**Your goal:** Without leaving anything out, print every line of the data.

____ Information

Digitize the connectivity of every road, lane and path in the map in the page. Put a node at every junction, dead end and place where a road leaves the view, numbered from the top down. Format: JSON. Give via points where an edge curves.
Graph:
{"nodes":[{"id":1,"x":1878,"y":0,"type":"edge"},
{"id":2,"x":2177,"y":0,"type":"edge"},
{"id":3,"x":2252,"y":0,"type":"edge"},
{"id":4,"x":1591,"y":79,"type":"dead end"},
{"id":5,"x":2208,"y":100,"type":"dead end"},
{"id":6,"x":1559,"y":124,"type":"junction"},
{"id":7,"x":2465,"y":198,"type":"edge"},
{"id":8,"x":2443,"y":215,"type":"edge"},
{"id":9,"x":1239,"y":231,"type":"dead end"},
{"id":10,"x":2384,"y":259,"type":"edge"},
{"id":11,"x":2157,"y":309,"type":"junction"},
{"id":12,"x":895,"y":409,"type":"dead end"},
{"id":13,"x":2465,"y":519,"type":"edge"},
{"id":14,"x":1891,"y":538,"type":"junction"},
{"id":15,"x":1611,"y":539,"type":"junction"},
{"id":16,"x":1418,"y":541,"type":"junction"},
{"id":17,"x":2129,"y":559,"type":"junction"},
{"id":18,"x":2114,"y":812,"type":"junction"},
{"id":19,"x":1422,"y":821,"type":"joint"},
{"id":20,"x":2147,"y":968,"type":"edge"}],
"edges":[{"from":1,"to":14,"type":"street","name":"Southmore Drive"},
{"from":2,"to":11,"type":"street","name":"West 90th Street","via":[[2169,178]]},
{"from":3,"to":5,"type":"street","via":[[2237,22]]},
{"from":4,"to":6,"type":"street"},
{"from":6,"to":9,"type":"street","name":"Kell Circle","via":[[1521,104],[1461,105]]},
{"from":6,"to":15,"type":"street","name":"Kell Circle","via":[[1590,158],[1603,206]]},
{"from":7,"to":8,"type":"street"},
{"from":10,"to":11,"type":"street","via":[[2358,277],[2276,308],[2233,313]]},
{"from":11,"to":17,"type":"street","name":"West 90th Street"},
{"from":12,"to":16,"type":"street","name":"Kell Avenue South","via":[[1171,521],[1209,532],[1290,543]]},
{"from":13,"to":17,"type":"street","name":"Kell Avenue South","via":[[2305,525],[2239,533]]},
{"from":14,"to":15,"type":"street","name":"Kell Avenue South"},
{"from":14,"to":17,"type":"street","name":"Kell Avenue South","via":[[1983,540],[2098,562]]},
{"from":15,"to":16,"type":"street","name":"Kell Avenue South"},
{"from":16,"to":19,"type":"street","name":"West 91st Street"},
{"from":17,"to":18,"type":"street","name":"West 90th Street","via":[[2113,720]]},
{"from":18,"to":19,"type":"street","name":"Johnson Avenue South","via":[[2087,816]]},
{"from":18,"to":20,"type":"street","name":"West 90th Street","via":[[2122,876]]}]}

________

**Solved exercise:**
Digitize the connectivity of every road, lane and path in the map in the page. Put a node at every junction, dead end and place where a road leaves the view, numbered from the top down. Format: JSON. Give via points where an edge curves.
Graph:
{"nodes":[{"id":1,"x":1878,"y":0,"type":"edge"},
{"id":2,"x":2177,"y":0,"type":"edge"},
{"id":3,"x":2252,"y":0,"type":"edge"},
{"id":4,"x":1591,"y":79,"type":"dead end"},
{"id":5,"x":2208,"y":100,"type":"dead end"},
{"id":6,"x":1559,"y":124,"type":"junction"},
{"id":7,"x":2465,"y":198,"type":"edge"},
{"id":8,"x":2443,"y":215,"type":"edge"},
{"id":9,"x":1239,"y":231,"type":"dead end"},
{"id":10,"x":2384,"y":259,"type":"edge"},
{"id":11,"x":2157,"y":309,"type":"junction"},
{"id":12,"x":895,"y":409,"type":"dead end"},
{"id":13,"x":2465,"y":519,"type":"edge"},
{"id":14,"x":1891,"y":538,"type":"junction"},
{"id":15,"x":1611,"y":539,"type":"junction"},
{"id":16,"x":1418,"y":541,"type":"junction"},
{"id":17,"x":2129,"y":559,"type":"junction"},
{"id":18,"x":2114,"y":812,"type":"junction"},
{"id":19,"x":1422,"y":821,"type":"joint"},
{"id":20,"x":2147,"y":968,"type":"edge"}],
"edges":[{"from":1,"to":14,"type":"street","name":"Southmore Drive"},
{"from":2,"to":11,"type":"street","name":"West 90th Street","via":[[2169,178]]},
{"from":3,"to":5,"type":"street","via":[[2237,22]]},
{"from":4,"to":6,"type":"street"},
{"from":6,"to":9,"type":"street","name":"Kell Circle","via":[[1521,104],[1461,105]]},
{"from":6,"to":15,"type":"street","name":"Kell Circle","via":[[1590,158],[1603,206]]},
{"from":7,"to":8,"type":"street"},
{"from":10,"to":11,"type":"street","via":[[2358,277],[2276,308],[2233,313]]},
{"from":11,"to":17,"type":"street","name":"West 90th Street"},
{"from":12,"to":16,"type":"street","name":"Kell Avenue South","via":[[1171,521],[1209,532],[1290,543]]},
{"from":13,"to":17,"type":"street","name":"Kell Avenue South","via":[[2305,525],[2239,533]]},
{"from":14,"to":15,"type":"street","name":"Kell Avenue South"},
{"from":14,"to":17,"type":"street","name":"Kell Avenue South","via":[[1983,540],[2098,562]]},
{"from":15,"to":16,"type":"street","name":"Kell Avenue South"},
{"from":16,"to":19,"type":"street","name":"West 91st Street"},
{"from":17,"to":18,"type":"street","name":"West 90th Street","via":[[2113,720]]},
{"from":18,"to":19,"type":"street","name":"Johnson Avenue South","via":[[2087,816]]},
{"from":18,"to":20,"type":"street","name":"West 90th Street","via":[[2122,876]]}]}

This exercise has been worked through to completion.